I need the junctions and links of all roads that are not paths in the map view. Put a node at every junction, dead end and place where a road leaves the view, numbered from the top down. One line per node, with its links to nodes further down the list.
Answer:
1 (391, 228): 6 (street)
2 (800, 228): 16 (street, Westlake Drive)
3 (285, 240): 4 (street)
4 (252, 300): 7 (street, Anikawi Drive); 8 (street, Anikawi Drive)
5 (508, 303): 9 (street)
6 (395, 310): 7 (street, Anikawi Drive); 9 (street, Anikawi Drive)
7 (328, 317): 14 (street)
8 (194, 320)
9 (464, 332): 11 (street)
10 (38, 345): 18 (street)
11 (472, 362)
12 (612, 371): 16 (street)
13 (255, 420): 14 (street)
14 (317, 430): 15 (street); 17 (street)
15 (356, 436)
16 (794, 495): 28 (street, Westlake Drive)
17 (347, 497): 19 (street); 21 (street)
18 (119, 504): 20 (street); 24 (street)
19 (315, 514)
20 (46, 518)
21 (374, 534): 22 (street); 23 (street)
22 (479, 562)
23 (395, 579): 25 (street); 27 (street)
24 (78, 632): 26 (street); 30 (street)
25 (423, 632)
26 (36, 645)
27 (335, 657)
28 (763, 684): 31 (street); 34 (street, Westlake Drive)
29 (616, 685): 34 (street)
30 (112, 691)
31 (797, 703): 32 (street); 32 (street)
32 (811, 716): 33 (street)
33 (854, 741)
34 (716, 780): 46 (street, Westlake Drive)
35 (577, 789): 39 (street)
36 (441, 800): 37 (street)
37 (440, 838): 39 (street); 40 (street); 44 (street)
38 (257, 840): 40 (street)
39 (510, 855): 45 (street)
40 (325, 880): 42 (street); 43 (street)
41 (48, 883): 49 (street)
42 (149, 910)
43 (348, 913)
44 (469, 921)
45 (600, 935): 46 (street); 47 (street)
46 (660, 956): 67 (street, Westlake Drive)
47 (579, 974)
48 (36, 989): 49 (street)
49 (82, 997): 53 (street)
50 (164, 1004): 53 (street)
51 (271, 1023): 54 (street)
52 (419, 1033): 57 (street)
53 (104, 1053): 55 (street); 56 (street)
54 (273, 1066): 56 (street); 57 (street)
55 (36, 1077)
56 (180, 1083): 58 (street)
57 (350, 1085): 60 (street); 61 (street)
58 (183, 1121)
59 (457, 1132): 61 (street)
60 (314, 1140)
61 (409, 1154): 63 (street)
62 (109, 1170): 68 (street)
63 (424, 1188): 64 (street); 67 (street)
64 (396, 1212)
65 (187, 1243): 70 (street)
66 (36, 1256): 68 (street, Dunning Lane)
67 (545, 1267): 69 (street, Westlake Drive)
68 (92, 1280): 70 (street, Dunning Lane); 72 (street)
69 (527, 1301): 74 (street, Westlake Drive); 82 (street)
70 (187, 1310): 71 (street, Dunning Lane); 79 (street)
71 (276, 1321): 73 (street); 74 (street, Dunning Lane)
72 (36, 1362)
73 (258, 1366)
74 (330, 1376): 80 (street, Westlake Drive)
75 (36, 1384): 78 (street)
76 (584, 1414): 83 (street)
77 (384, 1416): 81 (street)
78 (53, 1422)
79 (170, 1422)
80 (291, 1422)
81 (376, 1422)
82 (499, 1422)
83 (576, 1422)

■ ■ ■

** Your instructions **
Report the number of lines in the listing above that include the word "Anikawi", and nothing else.

** Expected output **
2